Freedom, consciousness, and wildness: Running offers writers escape with purpose. When confronted with “structural problems” in her writing as the result of a “long, snarled, frustrating and sometimes despairing morning of work,” Joyce Carol Oates would ease her writing blocks with afternoon runs. For Oates and many other writers, running is process and proves especially useful for the type of cloistered, intensive work they do. But in many ways running is a natural extension of writing. The steady accumulation of miles mirrors the accumulation of pages, and both forms of regimented exertion can yield a sense of completion and joy. Through running, writers deepen their ability to focus on a single, engrossing task and enter a new state of mind entirely—word after word, mile after mile.

While on sabbatical in London in 1972, a homesick Oates began running “compulsively; not as a respite for the intensity of writing but as a function of writing.” At the same time, she began keeping a journal that ultimately exceeded 4,000 single-spaced, typewritten pages. “Running seems to allow me, ideally, an expanded consciousness in which I can envision what I’m writing as a film or a dream,” she wrote. Oates still runs along “a country road that goes up a hill” where she feels “there will be ideas waiting for me ... If I just sat in a room it wouldn’t be the same thing.” Don DeLillo also relished the transporting effects of running after his morning writing sessions: “This helps me shake off one world and enter another. Trees, birds, drizzle—it’s a nice kind of interlude.”

Whether their reasoning is practical or spiritual, many writers run with ritualistic devotion. The short-story writer Andre Dubus “ran for the joy and catharsis of it,” but like Oates and DeLillo, his running was also deliberately timed. Dubus kept a log book that detailed his daily exercise output and writing word count. His method came from an interpretation of Ernest Hemingway’s dictum to stop a story mid-sentence, perform physical exercise, and then return to the work the next day.

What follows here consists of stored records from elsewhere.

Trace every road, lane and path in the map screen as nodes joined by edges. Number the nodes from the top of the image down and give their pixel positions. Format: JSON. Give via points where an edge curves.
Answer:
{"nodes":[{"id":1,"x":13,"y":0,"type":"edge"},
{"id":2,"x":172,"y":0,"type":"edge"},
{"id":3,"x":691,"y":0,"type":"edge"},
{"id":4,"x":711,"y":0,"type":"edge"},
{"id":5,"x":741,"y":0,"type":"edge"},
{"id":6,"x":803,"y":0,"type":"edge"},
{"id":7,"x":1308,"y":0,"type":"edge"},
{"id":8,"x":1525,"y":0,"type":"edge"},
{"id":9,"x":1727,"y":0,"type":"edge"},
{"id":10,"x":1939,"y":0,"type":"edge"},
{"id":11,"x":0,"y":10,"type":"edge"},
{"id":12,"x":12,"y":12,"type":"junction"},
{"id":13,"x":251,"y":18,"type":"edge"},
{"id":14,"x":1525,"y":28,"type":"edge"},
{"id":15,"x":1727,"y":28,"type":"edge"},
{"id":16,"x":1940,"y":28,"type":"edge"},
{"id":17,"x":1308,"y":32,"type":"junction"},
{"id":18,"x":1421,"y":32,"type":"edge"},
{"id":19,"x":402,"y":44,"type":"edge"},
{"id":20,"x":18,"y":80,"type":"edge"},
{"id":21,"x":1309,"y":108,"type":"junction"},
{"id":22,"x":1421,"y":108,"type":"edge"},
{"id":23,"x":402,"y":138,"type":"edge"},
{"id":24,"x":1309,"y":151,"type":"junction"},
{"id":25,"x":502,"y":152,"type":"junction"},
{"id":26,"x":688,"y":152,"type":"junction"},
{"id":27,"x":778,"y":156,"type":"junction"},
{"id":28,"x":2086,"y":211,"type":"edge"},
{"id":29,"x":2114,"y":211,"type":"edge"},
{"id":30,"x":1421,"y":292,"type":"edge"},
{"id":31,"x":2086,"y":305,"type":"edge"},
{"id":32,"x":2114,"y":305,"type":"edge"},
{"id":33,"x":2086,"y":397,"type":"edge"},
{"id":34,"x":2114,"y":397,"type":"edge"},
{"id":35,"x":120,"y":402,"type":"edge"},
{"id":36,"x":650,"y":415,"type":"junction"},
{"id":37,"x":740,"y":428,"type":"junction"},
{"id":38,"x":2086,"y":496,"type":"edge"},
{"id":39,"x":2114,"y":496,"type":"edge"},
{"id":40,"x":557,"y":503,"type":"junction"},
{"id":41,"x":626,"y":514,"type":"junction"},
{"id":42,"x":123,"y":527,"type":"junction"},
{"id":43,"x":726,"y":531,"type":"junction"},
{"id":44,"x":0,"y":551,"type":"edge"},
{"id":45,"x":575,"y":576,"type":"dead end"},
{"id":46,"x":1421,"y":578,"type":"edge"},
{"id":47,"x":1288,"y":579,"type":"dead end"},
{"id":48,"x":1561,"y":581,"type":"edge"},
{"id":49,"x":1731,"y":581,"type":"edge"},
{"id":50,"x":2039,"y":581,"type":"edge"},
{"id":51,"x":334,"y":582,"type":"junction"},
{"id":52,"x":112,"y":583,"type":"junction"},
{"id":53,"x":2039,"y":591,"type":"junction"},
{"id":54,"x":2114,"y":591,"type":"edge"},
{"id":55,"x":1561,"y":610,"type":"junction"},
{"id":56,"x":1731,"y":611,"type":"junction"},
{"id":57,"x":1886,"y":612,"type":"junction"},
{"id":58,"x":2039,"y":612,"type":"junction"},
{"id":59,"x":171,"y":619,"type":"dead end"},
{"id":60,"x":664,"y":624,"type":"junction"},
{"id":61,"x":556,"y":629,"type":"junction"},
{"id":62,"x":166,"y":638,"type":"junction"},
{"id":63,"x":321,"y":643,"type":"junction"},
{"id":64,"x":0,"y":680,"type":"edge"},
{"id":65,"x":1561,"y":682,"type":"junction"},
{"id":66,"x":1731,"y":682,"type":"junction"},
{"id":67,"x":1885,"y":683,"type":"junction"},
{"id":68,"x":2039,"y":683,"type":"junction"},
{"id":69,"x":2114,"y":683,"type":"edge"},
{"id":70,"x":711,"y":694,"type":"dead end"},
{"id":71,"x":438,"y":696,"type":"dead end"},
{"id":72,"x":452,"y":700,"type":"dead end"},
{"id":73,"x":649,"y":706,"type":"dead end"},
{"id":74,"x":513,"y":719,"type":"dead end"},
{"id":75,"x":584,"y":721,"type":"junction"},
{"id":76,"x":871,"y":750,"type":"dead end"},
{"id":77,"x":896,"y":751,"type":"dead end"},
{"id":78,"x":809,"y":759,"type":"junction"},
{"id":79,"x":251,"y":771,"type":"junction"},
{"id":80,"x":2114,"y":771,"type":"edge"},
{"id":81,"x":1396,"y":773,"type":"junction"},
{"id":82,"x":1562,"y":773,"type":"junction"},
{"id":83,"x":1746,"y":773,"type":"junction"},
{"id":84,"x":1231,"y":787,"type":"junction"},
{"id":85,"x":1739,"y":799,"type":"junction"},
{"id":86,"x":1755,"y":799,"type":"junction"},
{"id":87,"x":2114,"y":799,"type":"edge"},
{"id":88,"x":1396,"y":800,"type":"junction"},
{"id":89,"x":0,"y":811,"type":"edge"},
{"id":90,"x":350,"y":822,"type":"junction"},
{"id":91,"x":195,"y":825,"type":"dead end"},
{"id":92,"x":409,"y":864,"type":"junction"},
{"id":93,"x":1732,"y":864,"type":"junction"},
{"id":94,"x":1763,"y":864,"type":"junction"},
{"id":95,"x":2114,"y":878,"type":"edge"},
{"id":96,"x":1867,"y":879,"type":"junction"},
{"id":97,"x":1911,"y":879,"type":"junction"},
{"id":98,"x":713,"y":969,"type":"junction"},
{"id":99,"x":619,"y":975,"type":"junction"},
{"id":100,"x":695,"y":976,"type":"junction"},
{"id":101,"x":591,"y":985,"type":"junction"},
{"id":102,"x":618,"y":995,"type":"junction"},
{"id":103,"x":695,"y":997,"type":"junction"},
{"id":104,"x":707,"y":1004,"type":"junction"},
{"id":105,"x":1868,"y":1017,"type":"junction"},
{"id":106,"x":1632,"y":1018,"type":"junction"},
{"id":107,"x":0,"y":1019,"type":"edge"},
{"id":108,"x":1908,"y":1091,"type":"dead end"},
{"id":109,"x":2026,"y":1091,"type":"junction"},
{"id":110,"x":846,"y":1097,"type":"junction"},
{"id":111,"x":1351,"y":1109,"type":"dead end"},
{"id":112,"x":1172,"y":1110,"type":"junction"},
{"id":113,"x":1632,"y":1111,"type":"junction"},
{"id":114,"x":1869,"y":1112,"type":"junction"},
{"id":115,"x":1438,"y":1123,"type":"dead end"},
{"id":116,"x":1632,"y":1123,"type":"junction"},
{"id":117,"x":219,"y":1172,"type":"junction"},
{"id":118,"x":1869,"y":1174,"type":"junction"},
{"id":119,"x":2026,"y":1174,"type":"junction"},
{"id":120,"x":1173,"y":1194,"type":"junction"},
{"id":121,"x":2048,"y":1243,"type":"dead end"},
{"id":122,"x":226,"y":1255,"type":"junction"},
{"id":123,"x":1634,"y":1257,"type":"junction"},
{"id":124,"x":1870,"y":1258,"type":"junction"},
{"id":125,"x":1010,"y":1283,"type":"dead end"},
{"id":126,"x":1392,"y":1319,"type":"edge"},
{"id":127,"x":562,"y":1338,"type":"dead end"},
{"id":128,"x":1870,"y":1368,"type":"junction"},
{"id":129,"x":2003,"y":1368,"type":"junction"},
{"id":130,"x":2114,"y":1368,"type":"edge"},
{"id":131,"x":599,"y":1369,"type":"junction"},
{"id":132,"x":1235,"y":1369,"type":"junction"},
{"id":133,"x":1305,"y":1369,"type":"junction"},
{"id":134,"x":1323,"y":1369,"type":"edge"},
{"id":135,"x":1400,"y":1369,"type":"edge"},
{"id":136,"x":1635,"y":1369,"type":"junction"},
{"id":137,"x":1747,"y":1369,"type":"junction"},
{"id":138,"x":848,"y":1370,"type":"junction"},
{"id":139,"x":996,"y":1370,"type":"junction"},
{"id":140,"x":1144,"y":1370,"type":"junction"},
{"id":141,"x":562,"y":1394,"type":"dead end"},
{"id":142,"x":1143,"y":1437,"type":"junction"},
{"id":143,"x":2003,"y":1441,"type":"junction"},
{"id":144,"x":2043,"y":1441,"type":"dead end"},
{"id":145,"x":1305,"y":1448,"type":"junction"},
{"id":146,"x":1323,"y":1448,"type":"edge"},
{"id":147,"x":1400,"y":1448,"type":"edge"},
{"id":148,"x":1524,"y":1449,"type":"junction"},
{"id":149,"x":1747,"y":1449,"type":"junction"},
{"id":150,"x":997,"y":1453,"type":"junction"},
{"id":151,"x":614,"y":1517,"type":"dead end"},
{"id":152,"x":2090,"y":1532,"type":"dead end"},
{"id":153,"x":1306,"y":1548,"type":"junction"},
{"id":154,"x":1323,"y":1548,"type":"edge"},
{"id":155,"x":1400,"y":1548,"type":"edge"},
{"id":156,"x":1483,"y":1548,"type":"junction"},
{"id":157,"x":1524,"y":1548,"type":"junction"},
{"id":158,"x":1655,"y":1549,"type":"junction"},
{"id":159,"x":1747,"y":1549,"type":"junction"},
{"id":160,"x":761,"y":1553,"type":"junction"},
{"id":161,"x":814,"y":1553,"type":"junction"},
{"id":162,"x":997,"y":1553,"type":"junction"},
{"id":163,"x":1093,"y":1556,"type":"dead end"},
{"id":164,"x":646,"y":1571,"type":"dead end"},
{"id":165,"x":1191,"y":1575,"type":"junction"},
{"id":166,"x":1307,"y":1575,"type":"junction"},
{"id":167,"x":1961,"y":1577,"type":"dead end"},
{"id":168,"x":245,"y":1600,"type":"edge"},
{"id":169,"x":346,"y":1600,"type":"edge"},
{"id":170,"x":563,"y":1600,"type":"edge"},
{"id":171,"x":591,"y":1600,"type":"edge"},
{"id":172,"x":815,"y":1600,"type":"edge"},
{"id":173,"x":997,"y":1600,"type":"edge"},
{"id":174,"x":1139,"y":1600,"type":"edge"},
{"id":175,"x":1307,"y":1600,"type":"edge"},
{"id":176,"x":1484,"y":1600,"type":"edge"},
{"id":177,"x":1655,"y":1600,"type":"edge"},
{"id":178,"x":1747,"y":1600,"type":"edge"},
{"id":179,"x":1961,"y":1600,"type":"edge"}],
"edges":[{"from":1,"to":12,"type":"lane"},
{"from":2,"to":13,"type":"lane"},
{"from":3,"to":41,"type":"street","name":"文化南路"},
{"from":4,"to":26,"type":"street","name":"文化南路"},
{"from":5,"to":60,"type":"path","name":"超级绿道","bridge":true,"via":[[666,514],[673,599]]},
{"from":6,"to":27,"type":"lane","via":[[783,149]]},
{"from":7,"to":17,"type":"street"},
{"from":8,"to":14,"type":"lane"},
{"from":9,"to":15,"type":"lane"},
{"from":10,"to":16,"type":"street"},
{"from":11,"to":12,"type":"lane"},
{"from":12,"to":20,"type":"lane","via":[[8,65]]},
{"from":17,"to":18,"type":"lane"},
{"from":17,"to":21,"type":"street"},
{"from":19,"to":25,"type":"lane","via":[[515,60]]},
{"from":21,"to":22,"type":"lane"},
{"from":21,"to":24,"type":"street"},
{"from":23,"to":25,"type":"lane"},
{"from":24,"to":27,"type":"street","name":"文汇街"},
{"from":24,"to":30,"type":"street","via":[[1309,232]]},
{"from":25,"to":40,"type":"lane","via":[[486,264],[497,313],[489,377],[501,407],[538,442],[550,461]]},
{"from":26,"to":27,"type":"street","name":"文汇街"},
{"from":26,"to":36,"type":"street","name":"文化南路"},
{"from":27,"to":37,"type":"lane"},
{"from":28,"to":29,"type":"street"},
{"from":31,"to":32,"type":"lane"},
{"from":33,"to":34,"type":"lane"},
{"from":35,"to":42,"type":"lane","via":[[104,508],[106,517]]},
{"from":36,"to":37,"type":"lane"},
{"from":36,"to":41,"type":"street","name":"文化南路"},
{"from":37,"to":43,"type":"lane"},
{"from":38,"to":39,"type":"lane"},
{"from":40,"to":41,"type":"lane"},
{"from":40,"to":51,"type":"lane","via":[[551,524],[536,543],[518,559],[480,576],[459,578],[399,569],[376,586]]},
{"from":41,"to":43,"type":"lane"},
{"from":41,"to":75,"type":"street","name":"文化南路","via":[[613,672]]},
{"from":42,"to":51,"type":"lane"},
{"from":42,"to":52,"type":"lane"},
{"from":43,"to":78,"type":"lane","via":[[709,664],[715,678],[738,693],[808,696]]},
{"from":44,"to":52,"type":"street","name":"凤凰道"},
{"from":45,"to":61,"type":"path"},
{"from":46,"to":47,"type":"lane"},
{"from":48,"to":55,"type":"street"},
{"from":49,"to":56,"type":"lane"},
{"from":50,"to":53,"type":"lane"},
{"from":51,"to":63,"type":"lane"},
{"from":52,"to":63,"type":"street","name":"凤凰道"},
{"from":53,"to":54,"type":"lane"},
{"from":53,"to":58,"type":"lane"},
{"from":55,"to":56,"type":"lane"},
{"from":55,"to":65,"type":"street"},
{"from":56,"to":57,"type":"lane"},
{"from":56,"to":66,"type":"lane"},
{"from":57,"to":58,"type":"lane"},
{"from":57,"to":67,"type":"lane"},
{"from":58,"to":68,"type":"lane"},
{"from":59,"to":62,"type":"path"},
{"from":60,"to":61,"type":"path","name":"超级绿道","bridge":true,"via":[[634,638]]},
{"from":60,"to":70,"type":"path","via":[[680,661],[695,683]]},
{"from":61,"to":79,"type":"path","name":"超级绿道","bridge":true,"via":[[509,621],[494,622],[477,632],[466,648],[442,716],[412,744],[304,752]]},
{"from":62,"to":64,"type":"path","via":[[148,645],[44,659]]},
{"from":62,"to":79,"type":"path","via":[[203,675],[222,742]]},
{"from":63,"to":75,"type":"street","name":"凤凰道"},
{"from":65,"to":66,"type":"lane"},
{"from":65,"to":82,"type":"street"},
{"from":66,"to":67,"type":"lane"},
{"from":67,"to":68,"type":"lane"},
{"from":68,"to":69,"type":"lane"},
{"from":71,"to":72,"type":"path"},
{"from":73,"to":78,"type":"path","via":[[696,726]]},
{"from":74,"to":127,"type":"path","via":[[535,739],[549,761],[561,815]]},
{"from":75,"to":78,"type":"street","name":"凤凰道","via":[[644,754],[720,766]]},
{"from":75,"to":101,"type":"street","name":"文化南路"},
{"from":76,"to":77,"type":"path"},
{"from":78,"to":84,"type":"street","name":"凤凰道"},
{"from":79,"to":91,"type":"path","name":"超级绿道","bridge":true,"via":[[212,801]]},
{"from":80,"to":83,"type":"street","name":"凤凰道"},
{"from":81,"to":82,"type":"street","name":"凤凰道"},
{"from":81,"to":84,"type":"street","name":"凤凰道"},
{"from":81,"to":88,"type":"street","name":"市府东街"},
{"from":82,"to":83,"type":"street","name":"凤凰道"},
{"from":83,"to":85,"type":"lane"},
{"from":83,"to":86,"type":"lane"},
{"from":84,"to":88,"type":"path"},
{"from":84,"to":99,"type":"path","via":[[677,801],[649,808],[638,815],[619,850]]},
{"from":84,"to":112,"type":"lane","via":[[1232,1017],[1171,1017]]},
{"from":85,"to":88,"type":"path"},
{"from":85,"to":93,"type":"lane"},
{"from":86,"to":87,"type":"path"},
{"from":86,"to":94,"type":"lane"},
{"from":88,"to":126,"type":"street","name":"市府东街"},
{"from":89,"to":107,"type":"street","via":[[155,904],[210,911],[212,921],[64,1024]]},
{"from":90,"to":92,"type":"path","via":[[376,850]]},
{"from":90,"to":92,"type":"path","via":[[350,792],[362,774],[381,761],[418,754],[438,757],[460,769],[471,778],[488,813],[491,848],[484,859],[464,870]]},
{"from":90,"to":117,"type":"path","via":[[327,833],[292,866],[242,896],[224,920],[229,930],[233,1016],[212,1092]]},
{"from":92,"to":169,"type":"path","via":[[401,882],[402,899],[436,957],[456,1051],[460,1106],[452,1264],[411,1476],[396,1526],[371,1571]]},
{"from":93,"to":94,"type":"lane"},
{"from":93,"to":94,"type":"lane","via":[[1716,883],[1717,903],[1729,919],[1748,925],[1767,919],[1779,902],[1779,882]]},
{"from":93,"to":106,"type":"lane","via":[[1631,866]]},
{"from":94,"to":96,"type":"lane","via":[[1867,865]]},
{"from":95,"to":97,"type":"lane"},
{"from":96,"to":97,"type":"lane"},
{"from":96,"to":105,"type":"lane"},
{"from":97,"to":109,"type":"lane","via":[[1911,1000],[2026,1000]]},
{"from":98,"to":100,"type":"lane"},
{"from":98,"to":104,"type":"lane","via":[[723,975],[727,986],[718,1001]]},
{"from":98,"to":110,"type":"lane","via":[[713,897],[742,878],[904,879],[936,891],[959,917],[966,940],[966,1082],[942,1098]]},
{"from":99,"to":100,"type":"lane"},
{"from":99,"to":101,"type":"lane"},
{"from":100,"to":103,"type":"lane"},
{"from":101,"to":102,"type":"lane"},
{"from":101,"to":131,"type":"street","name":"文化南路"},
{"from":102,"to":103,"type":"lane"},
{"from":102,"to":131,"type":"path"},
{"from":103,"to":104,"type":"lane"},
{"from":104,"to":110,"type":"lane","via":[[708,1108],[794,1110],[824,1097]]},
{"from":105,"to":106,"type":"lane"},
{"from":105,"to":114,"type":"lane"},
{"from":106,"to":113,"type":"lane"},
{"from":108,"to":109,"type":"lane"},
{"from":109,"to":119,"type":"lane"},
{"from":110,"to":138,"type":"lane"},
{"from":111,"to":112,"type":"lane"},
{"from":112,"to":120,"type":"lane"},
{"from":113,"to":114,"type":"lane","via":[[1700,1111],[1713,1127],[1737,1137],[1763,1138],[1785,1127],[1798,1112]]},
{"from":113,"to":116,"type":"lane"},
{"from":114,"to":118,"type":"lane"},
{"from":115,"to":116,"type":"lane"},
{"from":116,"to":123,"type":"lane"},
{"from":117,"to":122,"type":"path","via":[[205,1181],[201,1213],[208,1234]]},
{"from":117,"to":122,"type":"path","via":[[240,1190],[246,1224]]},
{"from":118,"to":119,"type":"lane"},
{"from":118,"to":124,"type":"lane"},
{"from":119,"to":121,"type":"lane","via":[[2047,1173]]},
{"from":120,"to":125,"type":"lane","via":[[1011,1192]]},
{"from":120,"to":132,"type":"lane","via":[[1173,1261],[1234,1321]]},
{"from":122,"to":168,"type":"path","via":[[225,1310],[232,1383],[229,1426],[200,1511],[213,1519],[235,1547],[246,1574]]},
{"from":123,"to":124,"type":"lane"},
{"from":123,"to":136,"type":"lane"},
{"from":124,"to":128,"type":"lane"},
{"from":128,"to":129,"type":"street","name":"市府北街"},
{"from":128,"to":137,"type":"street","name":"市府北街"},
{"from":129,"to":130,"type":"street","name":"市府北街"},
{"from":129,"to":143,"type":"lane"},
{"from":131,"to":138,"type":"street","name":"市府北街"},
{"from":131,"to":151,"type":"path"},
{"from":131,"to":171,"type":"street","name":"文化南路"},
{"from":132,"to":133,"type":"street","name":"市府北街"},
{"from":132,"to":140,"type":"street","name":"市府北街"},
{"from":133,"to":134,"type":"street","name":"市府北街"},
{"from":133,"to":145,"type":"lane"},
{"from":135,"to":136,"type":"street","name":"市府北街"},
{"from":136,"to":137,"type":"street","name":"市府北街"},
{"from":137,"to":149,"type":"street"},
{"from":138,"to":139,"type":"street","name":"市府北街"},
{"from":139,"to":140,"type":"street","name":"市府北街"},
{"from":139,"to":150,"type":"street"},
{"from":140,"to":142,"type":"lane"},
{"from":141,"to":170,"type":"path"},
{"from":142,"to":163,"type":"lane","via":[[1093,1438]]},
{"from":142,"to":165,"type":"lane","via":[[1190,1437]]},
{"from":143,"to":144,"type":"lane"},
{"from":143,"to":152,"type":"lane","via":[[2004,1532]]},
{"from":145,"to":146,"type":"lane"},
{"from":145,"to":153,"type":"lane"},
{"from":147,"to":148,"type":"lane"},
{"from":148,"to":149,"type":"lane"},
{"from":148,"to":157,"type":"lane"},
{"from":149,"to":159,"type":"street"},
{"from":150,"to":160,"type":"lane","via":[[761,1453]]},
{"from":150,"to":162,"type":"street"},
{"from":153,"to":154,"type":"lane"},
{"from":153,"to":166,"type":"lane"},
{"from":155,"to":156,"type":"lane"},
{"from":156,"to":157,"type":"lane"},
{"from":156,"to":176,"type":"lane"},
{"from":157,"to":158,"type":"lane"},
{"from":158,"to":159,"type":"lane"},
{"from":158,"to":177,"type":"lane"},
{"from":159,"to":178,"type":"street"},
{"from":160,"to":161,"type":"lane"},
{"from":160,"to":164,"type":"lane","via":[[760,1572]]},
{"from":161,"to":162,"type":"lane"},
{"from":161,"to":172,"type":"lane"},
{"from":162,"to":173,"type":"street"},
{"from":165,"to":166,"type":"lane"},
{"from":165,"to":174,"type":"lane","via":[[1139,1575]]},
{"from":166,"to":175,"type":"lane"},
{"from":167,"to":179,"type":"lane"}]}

Why do writers so often love to run? Running affords the freedom of distance, coupled with the literary appeal of solitude. There’s a meditative cadence to the union of measured breaths and metered strides. Writers and runners both operate on linear planes, and the running writer soon realizes the relationship between art and sport is a mutually beneficial one. The novelist Haruki Murakami, a former Tokyo jazz-bar manager who would smoke 60 cigarettes a day, started running to get healthy and lose weight. His third novel had just been published, but he felt his “real existence as a serious writer [began] on the day that I first went jogging.” Continual running gave him the certainty that he could “make it to the finishing line.”

Murakami’s sentiment reminds me of the LSD—long, slow distance—of my college track days. My coach sent us on long afternoon runs without prescribed routes, simply giving us the directive of time. Once I built a tolerance for distance my runs became incubators for writing ideas. The steady, repetitive movement of distance running triggers one’s intellectual autopilot, freeing room for creative thought. Neuroscientists describe this experience as a feeling of timelessness, where attention drifts and imagination thrives.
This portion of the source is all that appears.